===== LISTED ENTRIES
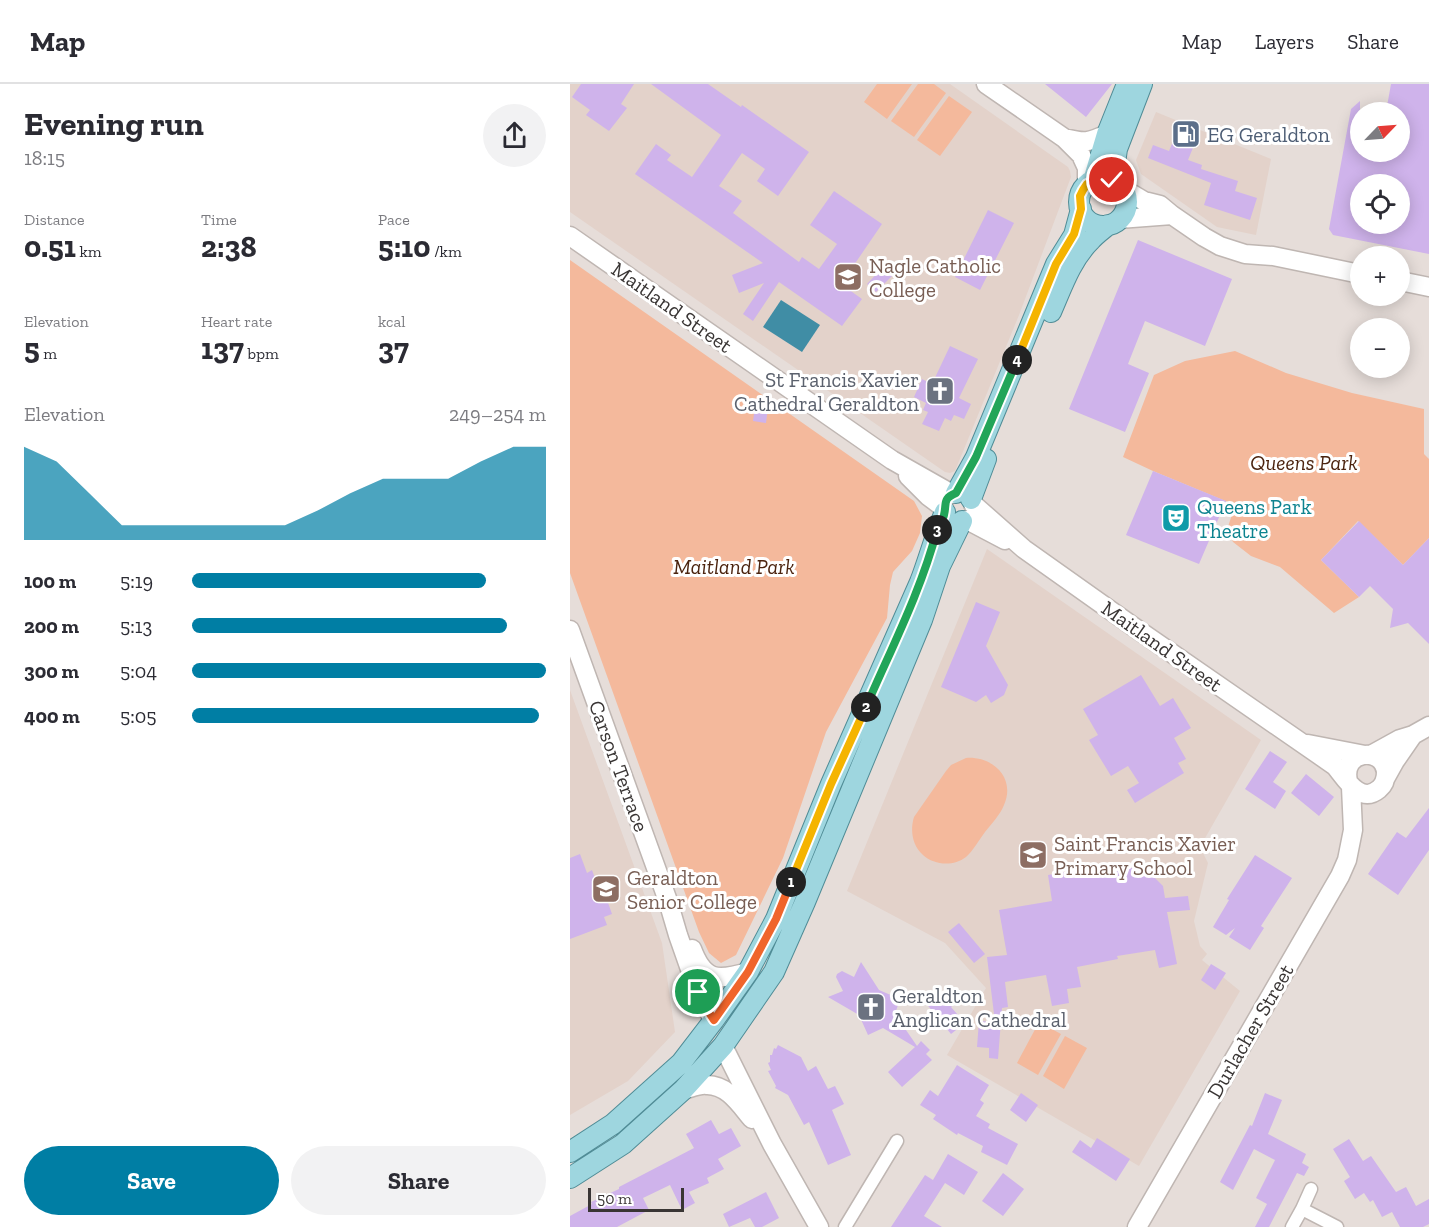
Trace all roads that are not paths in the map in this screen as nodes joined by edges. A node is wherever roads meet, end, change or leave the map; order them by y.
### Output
1 (986, 84) edge
2 (1127, 84) edge
3 (1142, 84) edge
4 (1107, 134) junction
5 (1064, 138) junction
6 (1090, 183) junction
7 (1120, 186) junction
8 (1081, 209) junction
9 (1172, 215) junction
10 (1114, 222) junction
11 (570, 236) edge
12 (1350, 272) edge
13 (1410, 283) edge
14 (1429, 287) edge
15 (959, 506) junction
16 (570, 630) edge
17 (1421, 730) edge
18 (1300, 743) junction
19 (1368, 755) junction
20 (1349, 784) junction
21 (1379, 786) junction
22 (1353, 830) junction
23 (787, 892) junction
24 (668, 902) junction
25 (805, 902) junction
26 (748, 972) junction
27 (774, 972) junction
28 (714, 1020) junction
29 (723, 1046) junction
30 (683, 1090) junction
31 (897, 1141) dead end
32 (772, 1144) junction
33 (570, 1152) edge
34 (570, 1178) edge
35 (1311, 1189) dead end
36 (1302, 1209) junction
37 (819, 1227) edge
38 (845, 1227) edge
39 (1137, 1227) edge
40 (1292, 1227) edge
41 (1337, 1227) edge

1 - 5 main road
2 - 4 main road
3 - 7 main road
4 - 5 main road
4 - 6 main road
5 - 6 main road
6 - 7 main road
6 - 8 main road
7 - 9 main road
7 - 10 main road
8 - 10 main road
8 - 15 main road
9 - 10 main road
9 - 12 main road
10 - 15 main road
11 - 15 main road, Maitland Street
13 - 14 main road
15 - 18 main road, Maitland Street
15 - 23 main road
15 - 25 main road
16 - 24 main road, Carson Terrace
17 - 19 main road, Durlacher Street
17 - 21 main road, Durlacher Street
18 - 19 main road, Maitland Street
18 - 20 main road, Maitland Street
19 - 20 main road
19 - 21 main road
20 - 21 main road
20 - 22 main road, Durlacher Street
21 - 22 main road, Durlacher Street
22 - 39 main road, Durlacher Street
23 - 25 main road
23 - 26 main road
24 - 26 main road, Carson Terrace
24 - 28 main road, Carson Terrace
25 - 27 main road
26 - 28 main road
27 - 28 main road
27 - 29 main road
28 - 33 main road
29 - 30 main road
29 - 32 main road
30 - 32 main road
30 - 34 main road
31 - 38 street
32 - 37 main road
35 - 36 street
36 - 40 street
36 - 41 street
==========
▶ **WHAT IS REQUIRED**
The expected output is the complete listing, word for word, without any picture.

▶ **EXPECTED OUTPUT**
Trace all roads that are not paths in the map in this screen as nodes joined by edges. A node is wherever roads meet, end, change or leave the map; order them by y.
### Output
1 (986, 84) edge
2 (1127, 84) edge
3 (1142, 84) edge
4 (1107, 134) junction
5 (1064, 138) junction
6 (1090, 183) junction
7 (1120, 186) junction
8 (1081, 209) junction
9 (1172, 215) junction
10 (1114, 222) junction
11 (570, 236) edge
12 (1350, 272) edge
13 (1410, 283) edge
14 (1429, 287) edge
15 (959, 506) junction
16 (570, 630) edge
17 (1421, 730) edge
18 (1300, 743) junction
19 (1368, 755) junction
20 (1349, 784) junction
21 (1379, 786) junction
22 (1353, 830) junction
23 (787, 892) junction
24 (668, 902) junction
25 (805, 902) junction
26 (748, 972) junction
27 (774, 972) junction
28 (714, 1020) junction
29 (723, 1046) junction
30 (683, 1090) junction
31 (897, 1141) dead end
32 (772, 1144) junction
33 (570, 1152) edge
34 (570, 1178) edge
35 (1311, 1189) dead end
36 (1302, 1209) junction
37 (819, 1227) edge
38 (845, 1227) edge
39 (1137, 1227) edge
40 (1292, 1227) edge
41 (1337, 1227) edge

1 - 5 main road
2 - 4 main road
3 - 7 main road
4 - 5 main road
4 - 6 main road
5 - 6 main road
6 - 7 main road
6 - 8 main road
7 - 9 main road
7 - 10 main road
8 - 10 main road
8 - 15 main road
9 - 10 main road
9 - 12 main road
10 - 15 main road
11 - 15 main road, Maitland Street
13 - 14 main road
15 - 18 main road, Maitland Street
15 - 23 main road
15 - 25 main road
16 - 24 main road, Carson Terrace
17 - 19 main road, Durlacher Street
17 - 21 main road, Durlacher Street
18 - 19 main road, Maitland Street
18 - 20 main road, Maitland Street
19 - 20 main road
19 - 21 main road
20 - 21 main road
20 - 22 main road, Durlacher Street
21 - 22 main road, Durlacher Street
22 - 39 main road, Durlacher Street
23 - 25 main road
23 - 26 main road
24 - 26 main road, Carson Terrace
24 - 28 main road, Carson Terrace
25 - 27 main road
26 - 28 main road
27 - 28 main road
27 - 29 main road
28 - 33 main road
29 - 30 main road
29 - 32 main road
30 - 32 main road
30 - 34 main road
31 - 38 street
32 - 37 main road
35 - 36 street
36 - 40 street
36 - 41 street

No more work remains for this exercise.